- Sandema Location of Sandema in Upper East region
- Coordinates: 10°44′N 01°17′W﻿ / ﻿10.733°N 1.283°W
- Country: Ghana
- Region: Upper East Region
- District: Builsa North District

Population (2013)
- • Total: —
- Time zone: GMT
- • Summer (DST): GMT

= Sandema =

Sandema is the capital town of Builsa North District, a district in the Upper East Region of Ghana.

==Education==
The town of Sandema has several educational institutions ranging from Day Care facilities to second cycle institutions. There are three second cycle institutions, the oldest being the Sandema Senior High/Technical School. The Sandema Senior High School and the Youth Leadership Training Institute are the other two. There is no tertiary institution in the town yet. The school is a second cycle institution. Some basic schools in the area are Sandema Preparatory Junior High School and Success International Junior High School.

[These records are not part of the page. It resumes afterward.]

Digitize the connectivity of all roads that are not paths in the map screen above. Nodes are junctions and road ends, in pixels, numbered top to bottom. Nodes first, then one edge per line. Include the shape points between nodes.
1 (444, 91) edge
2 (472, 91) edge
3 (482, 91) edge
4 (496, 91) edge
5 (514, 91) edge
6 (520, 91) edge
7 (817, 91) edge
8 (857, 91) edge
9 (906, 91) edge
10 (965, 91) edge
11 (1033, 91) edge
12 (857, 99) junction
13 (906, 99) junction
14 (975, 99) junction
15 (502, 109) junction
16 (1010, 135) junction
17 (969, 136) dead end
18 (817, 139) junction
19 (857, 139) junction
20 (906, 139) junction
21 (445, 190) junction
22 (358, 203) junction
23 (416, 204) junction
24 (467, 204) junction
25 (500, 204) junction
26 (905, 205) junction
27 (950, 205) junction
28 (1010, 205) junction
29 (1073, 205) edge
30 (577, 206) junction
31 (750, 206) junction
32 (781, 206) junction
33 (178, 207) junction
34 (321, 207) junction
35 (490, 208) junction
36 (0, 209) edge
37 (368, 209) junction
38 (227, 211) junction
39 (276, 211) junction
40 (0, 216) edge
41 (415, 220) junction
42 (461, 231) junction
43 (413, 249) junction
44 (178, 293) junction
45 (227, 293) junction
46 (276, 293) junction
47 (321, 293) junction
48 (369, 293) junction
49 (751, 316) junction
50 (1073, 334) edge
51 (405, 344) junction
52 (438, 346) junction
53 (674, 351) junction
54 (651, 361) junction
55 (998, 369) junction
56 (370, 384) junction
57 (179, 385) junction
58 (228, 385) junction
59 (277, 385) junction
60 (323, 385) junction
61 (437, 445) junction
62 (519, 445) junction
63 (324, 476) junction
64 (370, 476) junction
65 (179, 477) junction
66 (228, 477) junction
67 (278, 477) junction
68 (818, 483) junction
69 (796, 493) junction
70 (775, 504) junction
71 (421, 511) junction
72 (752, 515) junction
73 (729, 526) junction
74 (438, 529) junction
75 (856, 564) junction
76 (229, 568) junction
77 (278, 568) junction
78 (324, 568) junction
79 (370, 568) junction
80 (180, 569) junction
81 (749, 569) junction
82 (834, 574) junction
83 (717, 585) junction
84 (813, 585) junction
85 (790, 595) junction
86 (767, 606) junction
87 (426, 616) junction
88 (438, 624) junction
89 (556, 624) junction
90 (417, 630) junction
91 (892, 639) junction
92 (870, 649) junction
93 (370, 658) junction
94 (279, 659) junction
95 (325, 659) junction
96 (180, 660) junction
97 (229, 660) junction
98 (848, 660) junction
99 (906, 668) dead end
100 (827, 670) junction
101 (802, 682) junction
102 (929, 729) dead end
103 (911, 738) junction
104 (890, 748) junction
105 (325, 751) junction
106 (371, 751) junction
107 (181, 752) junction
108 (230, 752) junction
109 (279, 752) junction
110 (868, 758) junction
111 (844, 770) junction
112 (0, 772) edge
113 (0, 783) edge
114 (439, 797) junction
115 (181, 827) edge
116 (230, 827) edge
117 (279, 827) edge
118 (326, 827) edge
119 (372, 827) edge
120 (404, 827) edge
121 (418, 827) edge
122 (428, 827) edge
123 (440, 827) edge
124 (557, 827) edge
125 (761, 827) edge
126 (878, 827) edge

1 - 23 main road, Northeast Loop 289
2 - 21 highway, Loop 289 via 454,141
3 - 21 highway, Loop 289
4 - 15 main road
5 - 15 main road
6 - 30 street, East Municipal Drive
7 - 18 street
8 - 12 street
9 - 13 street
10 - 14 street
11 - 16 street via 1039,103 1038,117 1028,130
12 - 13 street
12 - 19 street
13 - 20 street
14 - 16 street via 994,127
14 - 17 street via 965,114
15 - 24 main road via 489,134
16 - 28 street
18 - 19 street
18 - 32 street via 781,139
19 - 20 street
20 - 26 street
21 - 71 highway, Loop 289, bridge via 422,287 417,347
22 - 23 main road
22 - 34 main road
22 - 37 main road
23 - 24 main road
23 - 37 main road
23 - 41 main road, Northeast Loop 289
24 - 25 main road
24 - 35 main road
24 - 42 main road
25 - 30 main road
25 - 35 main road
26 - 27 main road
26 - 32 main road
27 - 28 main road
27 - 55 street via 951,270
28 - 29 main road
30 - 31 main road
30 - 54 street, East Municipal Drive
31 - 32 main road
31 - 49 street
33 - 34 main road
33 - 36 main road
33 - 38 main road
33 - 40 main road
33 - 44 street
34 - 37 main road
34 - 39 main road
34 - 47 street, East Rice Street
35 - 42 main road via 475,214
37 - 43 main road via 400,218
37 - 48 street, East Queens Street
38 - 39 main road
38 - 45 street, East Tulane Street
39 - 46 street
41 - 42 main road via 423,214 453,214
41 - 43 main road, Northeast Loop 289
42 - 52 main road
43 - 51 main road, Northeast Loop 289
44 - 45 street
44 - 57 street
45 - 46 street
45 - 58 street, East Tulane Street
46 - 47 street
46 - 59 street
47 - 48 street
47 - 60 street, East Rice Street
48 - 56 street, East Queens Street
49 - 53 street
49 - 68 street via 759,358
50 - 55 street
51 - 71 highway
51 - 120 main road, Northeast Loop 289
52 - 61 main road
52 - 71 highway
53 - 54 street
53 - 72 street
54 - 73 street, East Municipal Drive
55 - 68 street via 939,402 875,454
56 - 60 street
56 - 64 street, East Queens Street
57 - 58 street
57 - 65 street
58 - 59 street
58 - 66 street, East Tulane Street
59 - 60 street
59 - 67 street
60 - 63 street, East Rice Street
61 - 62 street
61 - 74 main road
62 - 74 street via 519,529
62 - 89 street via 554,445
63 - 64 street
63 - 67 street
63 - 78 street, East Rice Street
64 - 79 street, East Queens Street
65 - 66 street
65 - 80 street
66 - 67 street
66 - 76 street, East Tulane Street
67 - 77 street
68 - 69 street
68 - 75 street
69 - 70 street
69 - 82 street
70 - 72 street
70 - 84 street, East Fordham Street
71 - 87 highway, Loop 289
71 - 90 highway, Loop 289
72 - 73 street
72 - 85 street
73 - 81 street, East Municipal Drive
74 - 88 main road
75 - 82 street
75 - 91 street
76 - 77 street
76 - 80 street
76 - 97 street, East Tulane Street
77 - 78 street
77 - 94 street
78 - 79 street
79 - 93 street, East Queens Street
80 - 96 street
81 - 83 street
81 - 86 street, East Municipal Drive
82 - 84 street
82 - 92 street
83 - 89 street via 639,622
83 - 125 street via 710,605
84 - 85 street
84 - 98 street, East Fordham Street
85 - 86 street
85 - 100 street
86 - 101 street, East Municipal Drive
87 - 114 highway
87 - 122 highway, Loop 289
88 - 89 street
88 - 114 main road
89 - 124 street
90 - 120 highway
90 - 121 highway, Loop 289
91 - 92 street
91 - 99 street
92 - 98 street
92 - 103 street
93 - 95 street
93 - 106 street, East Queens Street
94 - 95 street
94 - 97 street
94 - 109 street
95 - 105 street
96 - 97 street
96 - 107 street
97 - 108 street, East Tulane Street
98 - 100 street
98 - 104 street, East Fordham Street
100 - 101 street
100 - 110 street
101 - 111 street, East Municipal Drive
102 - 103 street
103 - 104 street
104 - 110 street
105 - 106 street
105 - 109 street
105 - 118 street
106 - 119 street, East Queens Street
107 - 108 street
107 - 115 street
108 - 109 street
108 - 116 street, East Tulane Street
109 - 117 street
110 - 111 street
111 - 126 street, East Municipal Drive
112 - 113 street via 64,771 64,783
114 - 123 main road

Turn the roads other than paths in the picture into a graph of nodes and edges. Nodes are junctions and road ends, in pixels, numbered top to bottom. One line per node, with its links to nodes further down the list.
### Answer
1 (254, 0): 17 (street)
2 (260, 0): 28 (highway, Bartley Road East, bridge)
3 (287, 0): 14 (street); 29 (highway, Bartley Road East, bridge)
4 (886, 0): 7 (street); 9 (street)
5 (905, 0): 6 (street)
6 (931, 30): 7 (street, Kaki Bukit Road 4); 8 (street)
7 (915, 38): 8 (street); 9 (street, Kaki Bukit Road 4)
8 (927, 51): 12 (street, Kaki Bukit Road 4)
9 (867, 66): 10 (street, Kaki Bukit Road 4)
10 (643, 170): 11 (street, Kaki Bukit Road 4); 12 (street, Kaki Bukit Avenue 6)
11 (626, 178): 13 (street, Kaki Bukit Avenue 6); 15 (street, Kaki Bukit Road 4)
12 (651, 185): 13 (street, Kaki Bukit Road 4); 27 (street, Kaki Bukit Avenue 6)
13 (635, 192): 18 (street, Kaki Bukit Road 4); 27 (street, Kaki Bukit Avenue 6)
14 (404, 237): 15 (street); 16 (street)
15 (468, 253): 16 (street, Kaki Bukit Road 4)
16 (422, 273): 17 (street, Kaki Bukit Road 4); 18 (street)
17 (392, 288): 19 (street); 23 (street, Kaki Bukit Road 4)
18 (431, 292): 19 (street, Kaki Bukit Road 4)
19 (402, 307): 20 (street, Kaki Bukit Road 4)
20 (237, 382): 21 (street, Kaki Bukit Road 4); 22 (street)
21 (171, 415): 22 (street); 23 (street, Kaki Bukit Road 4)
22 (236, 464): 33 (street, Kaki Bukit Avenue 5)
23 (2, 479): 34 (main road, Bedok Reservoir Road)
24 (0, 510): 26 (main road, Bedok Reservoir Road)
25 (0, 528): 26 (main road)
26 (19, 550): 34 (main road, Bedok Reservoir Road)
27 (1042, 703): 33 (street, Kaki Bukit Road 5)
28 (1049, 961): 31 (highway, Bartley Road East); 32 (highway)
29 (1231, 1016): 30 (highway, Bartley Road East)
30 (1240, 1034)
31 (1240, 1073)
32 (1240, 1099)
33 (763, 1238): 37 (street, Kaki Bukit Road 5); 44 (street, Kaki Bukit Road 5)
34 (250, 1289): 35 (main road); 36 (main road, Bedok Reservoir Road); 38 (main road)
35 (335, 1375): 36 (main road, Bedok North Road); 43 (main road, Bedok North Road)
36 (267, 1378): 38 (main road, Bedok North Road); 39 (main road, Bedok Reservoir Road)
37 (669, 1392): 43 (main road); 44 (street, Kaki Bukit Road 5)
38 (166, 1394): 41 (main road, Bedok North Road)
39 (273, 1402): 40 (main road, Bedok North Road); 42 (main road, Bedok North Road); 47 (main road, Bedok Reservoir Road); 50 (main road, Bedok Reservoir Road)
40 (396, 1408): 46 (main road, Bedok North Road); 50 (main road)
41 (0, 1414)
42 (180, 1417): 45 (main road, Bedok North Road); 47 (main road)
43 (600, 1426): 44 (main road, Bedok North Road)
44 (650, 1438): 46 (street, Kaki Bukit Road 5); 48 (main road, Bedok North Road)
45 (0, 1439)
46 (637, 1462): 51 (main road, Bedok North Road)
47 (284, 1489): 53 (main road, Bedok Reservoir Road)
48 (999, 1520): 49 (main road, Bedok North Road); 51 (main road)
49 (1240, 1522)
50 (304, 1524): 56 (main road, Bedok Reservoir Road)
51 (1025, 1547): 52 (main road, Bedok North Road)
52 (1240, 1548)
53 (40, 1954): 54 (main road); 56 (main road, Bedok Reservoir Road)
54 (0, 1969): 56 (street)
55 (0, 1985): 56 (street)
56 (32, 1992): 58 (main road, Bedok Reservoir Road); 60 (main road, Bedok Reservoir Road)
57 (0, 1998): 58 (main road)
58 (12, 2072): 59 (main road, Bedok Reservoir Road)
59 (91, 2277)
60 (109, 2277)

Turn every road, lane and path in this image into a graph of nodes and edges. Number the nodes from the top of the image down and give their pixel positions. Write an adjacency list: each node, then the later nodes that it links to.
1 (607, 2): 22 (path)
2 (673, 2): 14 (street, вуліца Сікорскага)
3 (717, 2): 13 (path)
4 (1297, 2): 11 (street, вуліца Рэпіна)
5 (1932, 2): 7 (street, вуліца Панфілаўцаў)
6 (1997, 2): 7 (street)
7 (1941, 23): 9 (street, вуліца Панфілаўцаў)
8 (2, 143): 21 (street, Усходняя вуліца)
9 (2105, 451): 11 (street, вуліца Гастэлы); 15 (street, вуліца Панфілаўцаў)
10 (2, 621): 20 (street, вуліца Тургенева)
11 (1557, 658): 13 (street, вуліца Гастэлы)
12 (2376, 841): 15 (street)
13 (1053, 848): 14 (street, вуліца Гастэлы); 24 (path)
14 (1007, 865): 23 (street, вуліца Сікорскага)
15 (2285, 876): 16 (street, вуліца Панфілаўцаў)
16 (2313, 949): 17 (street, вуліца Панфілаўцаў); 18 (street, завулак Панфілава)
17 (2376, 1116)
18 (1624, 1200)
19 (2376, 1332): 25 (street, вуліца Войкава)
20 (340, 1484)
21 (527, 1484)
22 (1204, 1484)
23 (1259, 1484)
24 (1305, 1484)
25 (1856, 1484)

Sandema is the seat of the Paramount Chief of the Builsa traditional area. The people of Sandema speak the Buli language which is a member of the Kwa language group. There is also a sizable resident population of people of Moore origin in the town who are mainly Muslim.

== Notable Places ==
The Chief's Palace; the Sandema Chief's Palace is located in the center of Sandema and is known as the Abil-Yeri community. The palace is the home of the overlord of the entire Builsa lands (Nab Azantilow Azagsug II), son of the late Dr. Nab Ayieta Azantilow, known for his bravery during the World War.

== Notable events ==
The Fiok festival takes place annually in December to commemorate the victory of Builsa forces over the slave raider Babatu in the Battle of Sandema in the 1890s. In the visually stunning event, costumed men from across the district carry ancient armaments and perform dances.